◆ **Assignment**: Repeat each entry exactly.
● ● ● ● ●
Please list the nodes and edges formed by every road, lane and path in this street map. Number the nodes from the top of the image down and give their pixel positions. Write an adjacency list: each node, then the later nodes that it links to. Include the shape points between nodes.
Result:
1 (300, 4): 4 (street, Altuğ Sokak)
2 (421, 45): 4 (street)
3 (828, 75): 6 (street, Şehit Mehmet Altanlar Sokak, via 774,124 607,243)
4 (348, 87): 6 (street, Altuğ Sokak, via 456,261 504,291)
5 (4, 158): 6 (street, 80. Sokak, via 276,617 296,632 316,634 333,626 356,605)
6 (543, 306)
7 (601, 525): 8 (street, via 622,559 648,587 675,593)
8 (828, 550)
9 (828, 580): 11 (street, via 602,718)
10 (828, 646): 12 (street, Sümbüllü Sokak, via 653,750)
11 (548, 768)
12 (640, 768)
● ● ● ● ●
◆ **Exercise solution**:
Please list the nodes and edges formed by every road, lane and path in this street map. Number the nodes from the top of the image down and give their pixel positions. Write an adjacency list: each node, then the later nodes that it links to. Include the shape points between nodes.
Result:
1 (300, 4): 4 (street, Altuğ Sokak)
2 (421, 45): 4 (street)
3 (828, 75): 6 (street, Şehit Mehmet Altanlar Sokak, via 774,124 607,243)
4 (348, 87): 6 (street, Altuğ Sokak, via 456,261 504,291)
5 (4, 158): 6 (street, 80. Sokak, via 276,617 296,632 316,634 333,626 356,605)
6 (543, 306)
7 (601, 525): 8 (street, via 622,559 648,587 675,593)
8 (828, 550)
9 (828, 580): 11 (street, via 602,718)
10 (828, 646): 12 (street, Sümbüllü Sokak, via 653,750)
11 (548, 768)
12 (640, 768)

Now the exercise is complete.